According to colleagues in science and medicine, hypothesis-driven no-strings-attached research funding is increasingly elusive. Go to the Natural Sciences and Engineering Research Council (NSERC) homepage. You will find information on “partnerships” that include specific initiatives to support the automotive and commercial forestry industries. More subtly, both NSERC and the Canadian Institutes of Health Research increasingly demand applied “milestones” for funded research. A decade ago, the Canadian Foundation for Innovation (CFI) was drawing research scientists to Canada. Under the stewardship of the current Minister for Science and Technology Gary Goodyear – a chiropractor who has “worked as an advisor to investment firms in the biomedical industry” but never published a peer-reviewed paper – CFI has increasingly become a handmaiden to the Conservatives’ Economic Action Plan. Meanwhile, established researchers can’t get the operating funds and equipment they need to run their labs.

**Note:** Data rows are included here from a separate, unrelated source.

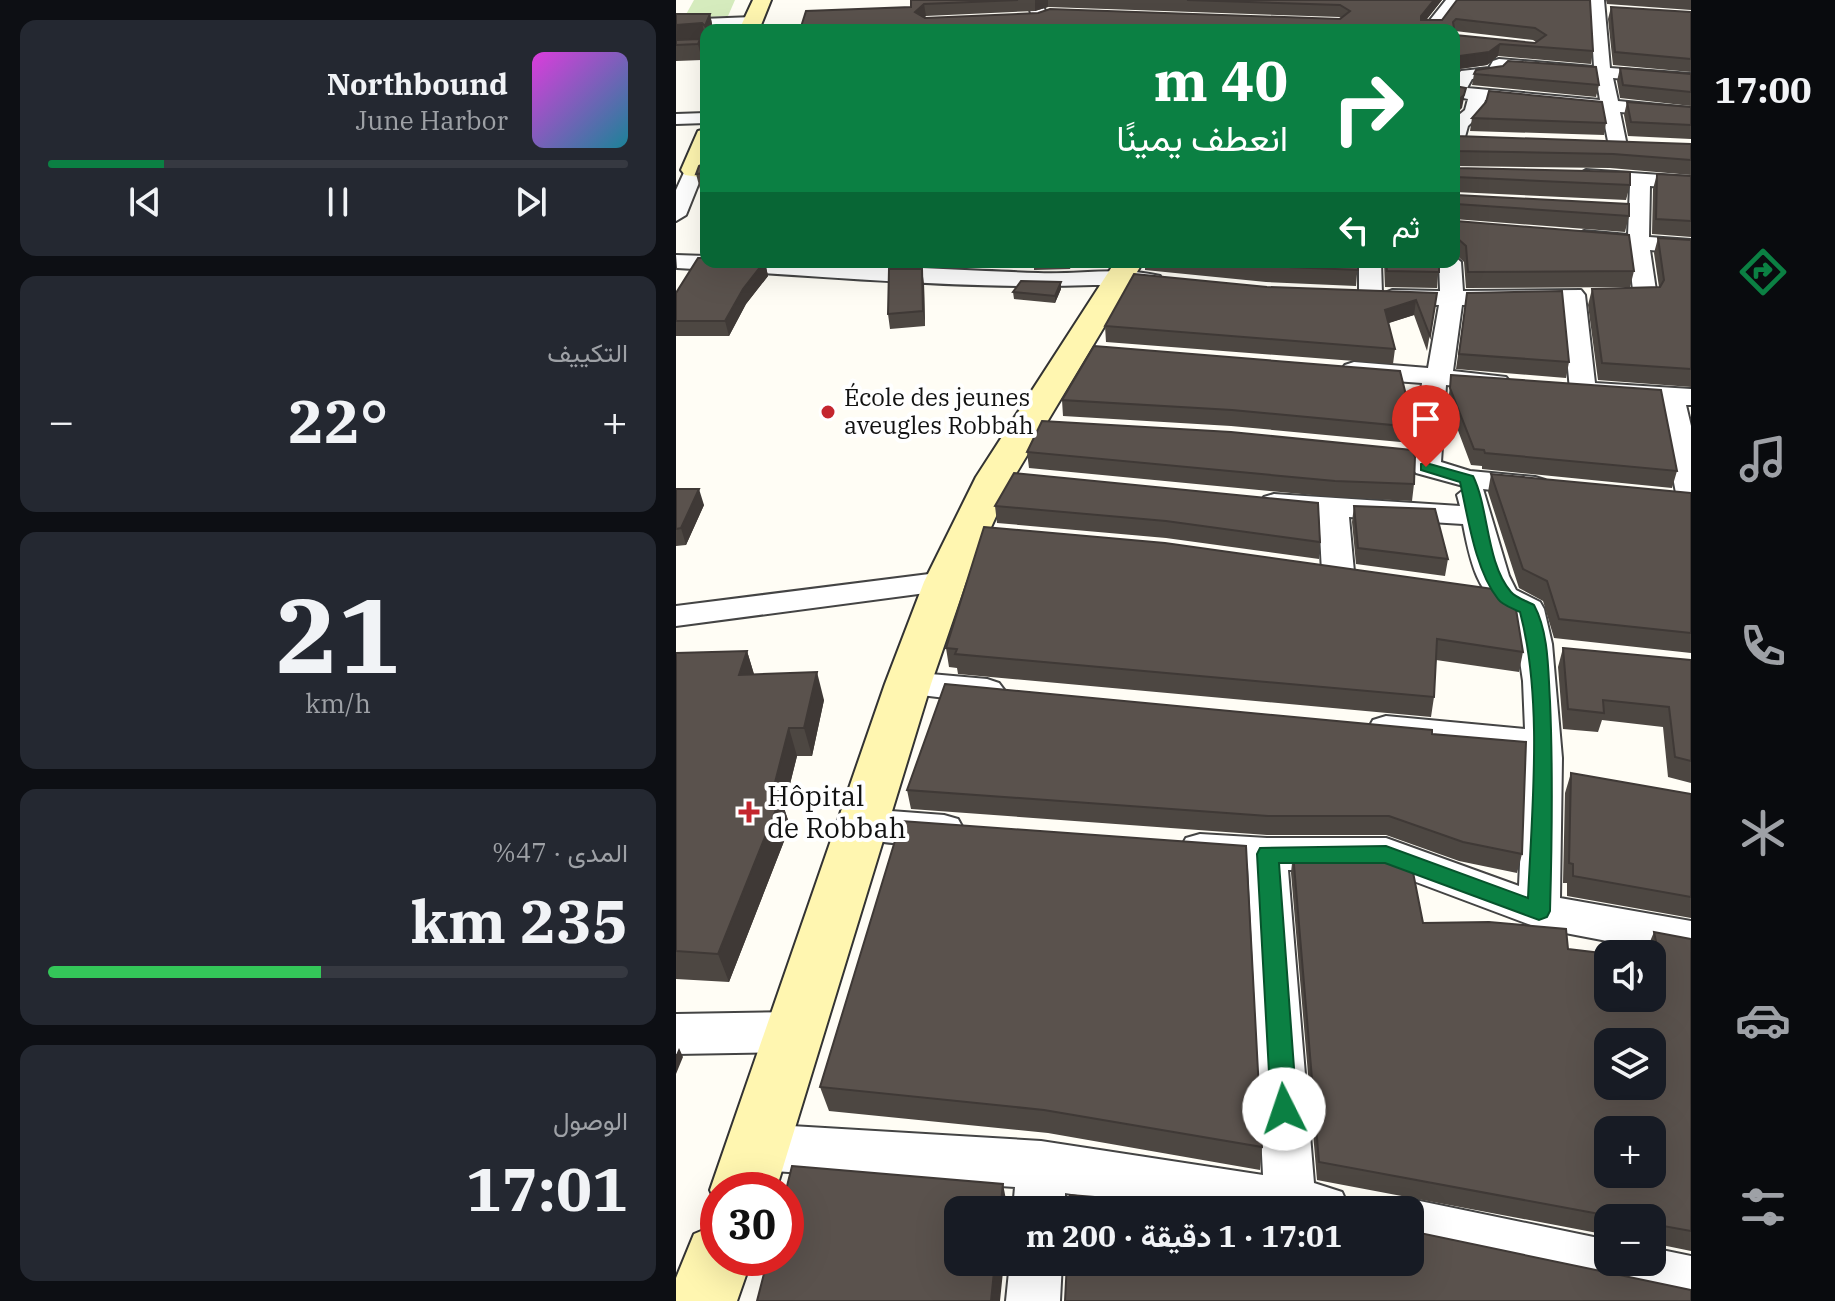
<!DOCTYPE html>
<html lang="ar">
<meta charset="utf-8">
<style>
:root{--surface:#171b24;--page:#242831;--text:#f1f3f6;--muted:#9ea1a6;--line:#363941;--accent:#0b8043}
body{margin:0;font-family:"IBM Plex Serif",Vazirmatn,serif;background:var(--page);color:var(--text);direction:rtl;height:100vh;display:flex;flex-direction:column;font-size:30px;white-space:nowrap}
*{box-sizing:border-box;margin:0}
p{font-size:26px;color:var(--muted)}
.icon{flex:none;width:44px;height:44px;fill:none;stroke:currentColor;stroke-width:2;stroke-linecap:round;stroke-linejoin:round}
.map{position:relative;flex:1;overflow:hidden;direction:ltr}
.drawer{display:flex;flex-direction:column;gap:20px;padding:20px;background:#0d0f14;width:676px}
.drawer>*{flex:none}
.hud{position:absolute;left:24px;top:24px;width:760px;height:244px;border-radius:16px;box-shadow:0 8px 32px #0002;direction:rtl;background:#0b8043;color:#fff;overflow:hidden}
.fabs{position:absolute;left:918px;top:940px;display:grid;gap:16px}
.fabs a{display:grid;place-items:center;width:72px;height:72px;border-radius:16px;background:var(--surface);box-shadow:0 8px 32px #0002;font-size:40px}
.speed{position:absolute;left:24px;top:1172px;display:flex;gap:16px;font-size:40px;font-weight:700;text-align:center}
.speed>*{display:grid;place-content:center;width:104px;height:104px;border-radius:50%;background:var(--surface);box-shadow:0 8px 32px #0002;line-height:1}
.speed .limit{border:12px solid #d22;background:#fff;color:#111}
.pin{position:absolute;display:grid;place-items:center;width:68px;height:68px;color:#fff;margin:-82px -34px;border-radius:50% 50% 50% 0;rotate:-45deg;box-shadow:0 0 8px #0007}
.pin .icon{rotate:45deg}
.me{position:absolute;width:88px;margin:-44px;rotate:356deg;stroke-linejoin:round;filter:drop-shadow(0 0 6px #0008)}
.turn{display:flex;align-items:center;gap:28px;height:168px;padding:0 40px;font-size:36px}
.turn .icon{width:104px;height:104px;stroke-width:2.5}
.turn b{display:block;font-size:56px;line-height:68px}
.then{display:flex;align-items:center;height:76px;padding:0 40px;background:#0003;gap:16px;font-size:30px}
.big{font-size:60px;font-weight:700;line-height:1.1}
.drawer .tile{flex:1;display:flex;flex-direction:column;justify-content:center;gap:12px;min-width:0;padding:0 28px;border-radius:16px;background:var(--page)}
.drawer .dial{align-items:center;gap:0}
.dial b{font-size:104px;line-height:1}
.song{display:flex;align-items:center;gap:24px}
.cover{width:96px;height:96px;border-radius:12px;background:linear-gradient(135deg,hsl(300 70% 55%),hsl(190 70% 35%))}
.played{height:8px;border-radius:4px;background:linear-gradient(90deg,var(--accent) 20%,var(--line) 20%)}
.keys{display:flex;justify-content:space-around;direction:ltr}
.heat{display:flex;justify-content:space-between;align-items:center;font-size:44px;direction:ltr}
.charge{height:12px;border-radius:6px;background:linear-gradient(90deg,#34c759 47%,var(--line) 0)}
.trip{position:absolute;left:268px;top:1196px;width:480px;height:80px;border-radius:16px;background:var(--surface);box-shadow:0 8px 32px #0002;font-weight:700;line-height:80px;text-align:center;direction:rtl}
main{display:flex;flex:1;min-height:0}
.menu{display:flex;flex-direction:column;width:144px;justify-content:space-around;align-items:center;background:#090b0e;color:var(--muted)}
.menu .icon{width:56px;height:56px}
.menu .active{color:var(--accent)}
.menu b{font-size:36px;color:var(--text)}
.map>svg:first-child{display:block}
</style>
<main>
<nav class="menu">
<b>17:00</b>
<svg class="icon active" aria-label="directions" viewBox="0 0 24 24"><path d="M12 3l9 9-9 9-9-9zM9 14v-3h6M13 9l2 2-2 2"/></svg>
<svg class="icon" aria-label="music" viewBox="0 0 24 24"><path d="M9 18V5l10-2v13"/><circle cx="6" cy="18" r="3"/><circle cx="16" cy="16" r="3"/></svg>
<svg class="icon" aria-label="phone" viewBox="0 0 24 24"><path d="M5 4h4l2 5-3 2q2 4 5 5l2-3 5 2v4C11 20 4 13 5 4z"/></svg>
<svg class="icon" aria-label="climate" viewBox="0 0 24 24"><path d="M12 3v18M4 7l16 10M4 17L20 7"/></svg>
<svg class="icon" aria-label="car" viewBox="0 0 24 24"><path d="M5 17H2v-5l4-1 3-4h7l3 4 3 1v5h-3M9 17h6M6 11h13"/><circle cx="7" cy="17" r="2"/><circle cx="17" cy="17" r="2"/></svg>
<svg class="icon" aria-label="filters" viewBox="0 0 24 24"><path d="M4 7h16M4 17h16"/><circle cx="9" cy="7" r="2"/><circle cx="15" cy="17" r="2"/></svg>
</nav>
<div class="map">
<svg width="1015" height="1301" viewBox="0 0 1015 1301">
<rect width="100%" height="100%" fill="#fffdf5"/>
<!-- green -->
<path fill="#d5ebbd" d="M18 0H59L52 16 8 18Z"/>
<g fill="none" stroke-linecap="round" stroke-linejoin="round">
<defs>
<path id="minor" d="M351 0H365L376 30H360Z
M770 0H784L762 30H746Z
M914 0H928L934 68 1015 74V84L937 78 942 101 1015 108V118L944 112 951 146 942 152 933 146 926 111 809 100 806 112 792 126 787 144 778 145V119L789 110 792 99 778 96V80L785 71 813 68 817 61 823 59 918 67ZM829 69 920 76 924 100 791 88 796 79 825 75Z
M77 17 82 18V24L0 28V20Z
M30 42V52L0 54V44Z
M30 113V123L0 124V114Z
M18 164 28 170 10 215 0 221V190L11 166Z
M910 170 1015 177V189L974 186 973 237 1015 240V254L974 250 981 297 977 302 922 301 918 296 922 291 957 290 952 248 908 243 897 237 908 231 952 235 954 185 903 180 900 176Z
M0 255 30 256V262C141 262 251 269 362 273 403 275 443 266 484 276L487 281 484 286C464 291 438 284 417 285 282 290 137 275 1 268Z
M778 256 785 262 787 291 905 290 909 295 919 383 1015 389V405H1010L1015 426V502L1005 499 1000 493 983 403 907 398 898 396 894 390 886 303 786 305 777 371 830 377 834 382 830 387 821 390 770 385 765 462 794 471 859 477 869 480 873 486 869 492 859 495 807 489 833 576 840 590 864 602 868 609 876 644 886 758 884 898 1015 921V957L863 928 708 870H612L638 1183 666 1192 674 1210H494L389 1193V1210H337L339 1187 82 1170 65 1163 57 1147 65 1131 82 1124 365 1141 587 1175 572 868 524 864 510 860 504 849 510 838 524 834 591 838H710L843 886 849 755 710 742 697 738 692 729 697 720 710 716 849 729 847 681 837 614C801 598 794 560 787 524L673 517 678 572 673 579 662 582 651 579 646 572 643 515 588 509 583 503 588 497 598 494 784 506 781 495 791 487 740 473 736 467 746 383 678 378 669 375 665 370 669 365 678 362 752 368 763 305 716 304 706 299 695 304 687 302 683 297V262H705L706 294 716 290 764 291 763 262H778Z
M269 572 280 575 285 582 280 589 0 626V606Z
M232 672 311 679 323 683 329 691 323 699 311 703 220 692 214 684 220 676Z
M188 809 268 815 282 819 288 830 282 841C255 849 201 843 174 835L168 824 174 813Z
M120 1012 136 1018 143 1032 136 1046 120 1052 0 1054V1014Z
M734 1199 932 1240V1262H976V1248L1015 1256V1301H974L734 1251V1210H714Z
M334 1262H386L384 1301H330Z"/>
<path id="secondary" d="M77 0H95L83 30H63Z
M30 129V178L9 175 5 170 22 131Z
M439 262H467L338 477 290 582 255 684 100 1190H42V1208L34 1190 209 684 248 582 300 477Z
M42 1224V1258H76L61 1301H0V1278L18 1234Z"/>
</defs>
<!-- minor casing -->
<use href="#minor" stroke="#444" stroke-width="4"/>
<!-- secondary casing -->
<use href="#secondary" stroke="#333" stroke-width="4"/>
<!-- minor -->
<use href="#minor" fill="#fff" fill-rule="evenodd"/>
<!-- secondary -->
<use href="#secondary" fill="#fff6b0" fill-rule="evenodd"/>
</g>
<!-- wall -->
<path fill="#4d4742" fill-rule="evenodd" d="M235 0H766L750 20H766L914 0 917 51 915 64 822 56 811 65 783 69 778 76 124 30 235 7ZM372 7 663 17 665 18H248L250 16 359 11ZM779 31 857 40 860 42 859 43 779 35Z
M930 0H1015V10L931 4Z
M935 7 1015 12V72L937 65 932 19Z
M0 14H34L37 29 30 30V39H24L28 55 26 60 0 61Z
M944 68 1015 74V106L944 98 941 81Z
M798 74 923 85 920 97 796 85Z
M951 102 1015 107V139L952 136 948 115Z
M796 118 930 123 928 135 794 131Z
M778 134 780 136 1015 144V175L934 168 778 166Z
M30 159V188L24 189 20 174 29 163Z
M778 166 780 168 954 185 950 200 779 192 780 195 953 216 949 232 778 219Z
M981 174 1015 176V237L976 234 977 189Z
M778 219 780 221 958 271 954 287 790 288 788 262 778 253Z
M982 238 1015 240V387L922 380 912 305 916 289 983 287 978 253Z
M89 262 92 276 70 304 53 336H0V293Z
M354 262H397L394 269 358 270V266L355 265Z
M469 262H682L680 286 590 282 469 270Z
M708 262H763L761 288 709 287Z
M385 282V289L379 303 338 299 337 292Z
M248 284 249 326 214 329 212 314Z
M761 293 751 351 738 315 712 323 719 349 717 364 430 342 429 326Z
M791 293 893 362 890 378 780 369Z
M418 346 738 427 735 443 555 426 387 416 386 400Z
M775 375 1001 471 996 488 806 469V466L795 465 772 404Z
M351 452 738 484 736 501 657 497 353 468Z
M815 474 1015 493V653L878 638 867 601 843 588 812 492Z
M0 489 28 505 10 545 0 546Z
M642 503 644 542 643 559 490 538 321 523 319 506Z
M678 506 772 559 769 576 680 564 676 522Z
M308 527 847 652 843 672 760 660 758 697 755 717 282 674 281 668 273 667 270 648Z
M887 648 1015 660V783L992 777 987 727 926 720 922 732 887 729 882 667Z
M71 651 78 674 148 700 136 756H121L108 808 114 826 53 982 0 979V653Z
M756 734 846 854 841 873 783 861 710 835H591L235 809 231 790Z
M895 773 1015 794V918L891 896V883H887L889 793Z
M225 821 586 1147 584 1170 372 1133 153 1111 144 1087Z
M617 853 747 923 892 949 976 998V954H971L970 951 978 932 1015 939V1251L976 1243V1218H932V1235L641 1180 615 873Z"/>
<!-- shaded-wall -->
<path fill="#3f3936" d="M359 0H372V7L359 11Z
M758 0H766L744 28 745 16Z
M248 4 250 16 240 24 239 12Z
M34 14 37 29 30 30 29 26Z
M26 23 30 39H24L28 55 26 60 22 44 0 41V25Z
M824 44 822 56 811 65 783 69 778 76V66L784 56Z
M790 88 786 108 778 116V104Z
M89 262 92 276 70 304 53 336 49 321 67 289Z
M246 269 248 284 249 326 247 311Z
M385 282V289L379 303V296Z
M740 300 738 315 707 325 709 310Z
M23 489 28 505 10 545 5 528Z
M71 651 79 678 63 675Z
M141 672 148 700 136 756 128 728Z
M113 728 121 756 108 808 114 826 53 982 42 954 96 794Z
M3 1048 7 1057 0 1074V1055Z
M327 1184 332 1210H324Z
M319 1262H328L324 1301H315Z"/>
<!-- building -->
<path fill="#5a524d" stroke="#3f3936" stroke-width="2" fill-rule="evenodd" d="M235 0H342L248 4 239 12 249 18 362 13 374 9 664 19 674 11 664 5 511 0H758L745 16V20H766L781 0H914L917 51 824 44 813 52 784 56 778 66V30H124L130 11 235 7ZM780 19 859 28 870 35 859 43 779 35 777 22Z
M935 7 1015 12V59L939 52Z
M0 14H34L29 26 26 23 0 25Z
M24 39 22 44 0 45V40Z
M832 61 920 67 923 85 798 74 800 70 827 66Z
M944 68 1015 74V92L947 85Z
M778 77 779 86 790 88 788 95 778 104Z
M813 91 926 102 930 123 796 118 810 102Z
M951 102 1015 107V125L955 122Z
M778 134 780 136 1015 144V160L937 154 778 151Z
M30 159V173L20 174 23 166 29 163Z
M778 166 780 168 954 172V185L780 177 778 179Z
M981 174 1015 176V221L980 219Z
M778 185 780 195 953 204V216L780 204 778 206Z
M778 219 780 221 953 235 958 271 792 272 790 246 780 237 778 242Z
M982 238 1015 240V369L926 363 916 289 984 287 988 280Z
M22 258H30V262H88L67 289 49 321H0V293Z
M552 262H682V270L591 266Z
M710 262H763V272L711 271Z
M213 269H246L247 311 212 314Z
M458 274 591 287 761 293 754 336 740 300 709 310 719 349 429 326Z
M345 281 385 282 379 296 337 292Z
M886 291 893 362 783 354 791 293Z
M418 346 724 371 738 427 556 410 386 400Z
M775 375 985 390 1001 471 809 453 808 450 798 449 774 388Z
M366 421 555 432 736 450 739 457 738 484 659 481 351 452Z
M338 473 642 503 644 542 490 521 319 506Z
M815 474 1015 493V633L883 619 871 581 847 569Z
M0 489H23L5 528 0 529Z
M678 506 759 509 772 559 682 548Z
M308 527 489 543 824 590 838 597 847 652 761 639 758 697 279 654 281 649 270 648Z
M887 648 1015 660V761L999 757 993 707 927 700 928 713 892 709Z
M71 651 63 675 141 672 128 728H113L96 794 105 797 42 954 0 951V653Z
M269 684 756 730V734L850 742 846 854 787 842 713 816H592L231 790Z
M895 773 1015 794V897L897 876V864L893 863Z
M225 821 570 846 586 1147 368 1110 144 1087Z
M617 853H711L735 862 747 923 813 922 890 929 892 949 934 954H932V998H976V959L984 960 978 932 1015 939V1231L976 1224V1218H945L643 1162ZM932 1042H976V1086H932ZM932 1130H976V1174H932Z
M116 1166 327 1184 324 1210H282V1262H319L315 1301H81L92 1258H110V1190Z
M394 1195 580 1210H394Z
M734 1222H737L739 1232 1015 1290V1301H389L391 1262H734Z"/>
<!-- route -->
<path fill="#0b8043" stroke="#07532c" stroke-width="2" d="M750 463 797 476C813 508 810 563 835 592 840 598 851 601 858 605 873 633 872 670 874 701 877 771 876 841 874 911L871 917 863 920 709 863H603L621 1109 617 1117 608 1121 599 1117 595 1109 581 854 584 848 710 846 852 898C856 808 867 699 844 612 836 608 826 605 822 599 799 570 792 517 784 482L745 470V464Z"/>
<!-- markers -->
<g fill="#c4262e" stroke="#fff" stroke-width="3">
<circle cx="152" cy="412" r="8"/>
<path d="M69 800h8v8h8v8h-8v8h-8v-8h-8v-8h8z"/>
</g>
<g text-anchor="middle" stroke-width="8" stroke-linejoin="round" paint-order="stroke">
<!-- far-poi labels -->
<g font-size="24" fill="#111" stroke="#fff" text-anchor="start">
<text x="168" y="406">École des jeunes<tspan x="168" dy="28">aveugles Robbah</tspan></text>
</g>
<!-- poi labels -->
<g font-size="28" fill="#111" stroke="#fff" text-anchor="start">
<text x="91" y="806">Hôpital<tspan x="91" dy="32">de Robbah</tspan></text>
</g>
</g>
</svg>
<div class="fabs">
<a><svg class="icon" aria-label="sound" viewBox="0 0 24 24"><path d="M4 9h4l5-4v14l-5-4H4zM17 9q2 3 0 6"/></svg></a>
<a><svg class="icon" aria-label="layers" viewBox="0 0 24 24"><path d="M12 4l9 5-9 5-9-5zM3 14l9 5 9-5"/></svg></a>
<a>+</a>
<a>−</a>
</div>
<div class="speed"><div class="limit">30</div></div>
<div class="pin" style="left:750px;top:467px;background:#d93025"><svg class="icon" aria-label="arrive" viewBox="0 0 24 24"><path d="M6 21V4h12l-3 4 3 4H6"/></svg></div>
<svg class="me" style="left:608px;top:1109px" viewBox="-20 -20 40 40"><circle r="19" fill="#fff"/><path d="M0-13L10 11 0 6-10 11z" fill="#0b8043"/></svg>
<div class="trip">17:01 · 1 دقيقة · 200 m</div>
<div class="hud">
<div class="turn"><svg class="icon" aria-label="right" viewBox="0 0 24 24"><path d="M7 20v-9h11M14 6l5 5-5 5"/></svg><div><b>40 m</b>انعطف يمينًا</div></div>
<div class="then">ثم<svg class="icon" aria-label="left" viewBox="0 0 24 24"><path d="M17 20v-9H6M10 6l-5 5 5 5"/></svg></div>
</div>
</div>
<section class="drawer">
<div class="tile">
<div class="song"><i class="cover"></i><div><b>Northbound</b><p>June Harbor</p></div></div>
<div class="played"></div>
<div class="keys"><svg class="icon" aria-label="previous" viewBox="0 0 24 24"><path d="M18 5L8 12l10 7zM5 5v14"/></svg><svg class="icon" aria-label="pause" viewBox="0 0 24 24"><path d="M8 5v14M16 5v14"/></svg><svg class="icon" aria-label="next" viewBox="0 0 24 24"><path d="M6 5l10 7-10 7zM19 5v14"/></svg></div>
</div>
<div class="tile"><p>التكييف</p>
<div class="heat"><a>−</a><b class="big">22°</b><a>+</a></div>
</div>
<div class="tile dial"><b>21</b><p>km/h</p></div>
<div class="tile"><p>المدى · 47%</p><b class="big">235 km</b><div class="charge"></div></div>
<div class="tile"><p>الوصول</p><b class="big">17:01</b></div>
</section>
</main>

Earlier this fall, Stephen Leahy commented in the Guardian that the Conservatives did nothing to commemorate such scientific and political advances as the 25th anniversary of the Montreal Protocol on Substances that Deplete the Ozone Layer, opting instead to dismantle the relevant research programs and devote “$28m [to] celebrating the War of 1812. The US invaded Canada when it was a British colony in 1812 and after a few battles the Americans went home.” (In fact, the Conservatives recently allocated an additional $4 million to advertise the War of 1812 along with their new stripped down approach to assessing the environmental impact of natural resource extraction projects.)
It’s easy to make fun of such buffoonery. But the War of 2012 is claiming ever more victims. So far the main casualties have been thousands of public sector jobs. But if the Conservative War on Knowledge continues, lives as well as livelihoods will be at stake.
Robin Whitaker is a political anthropologist who teaches at Memorial University.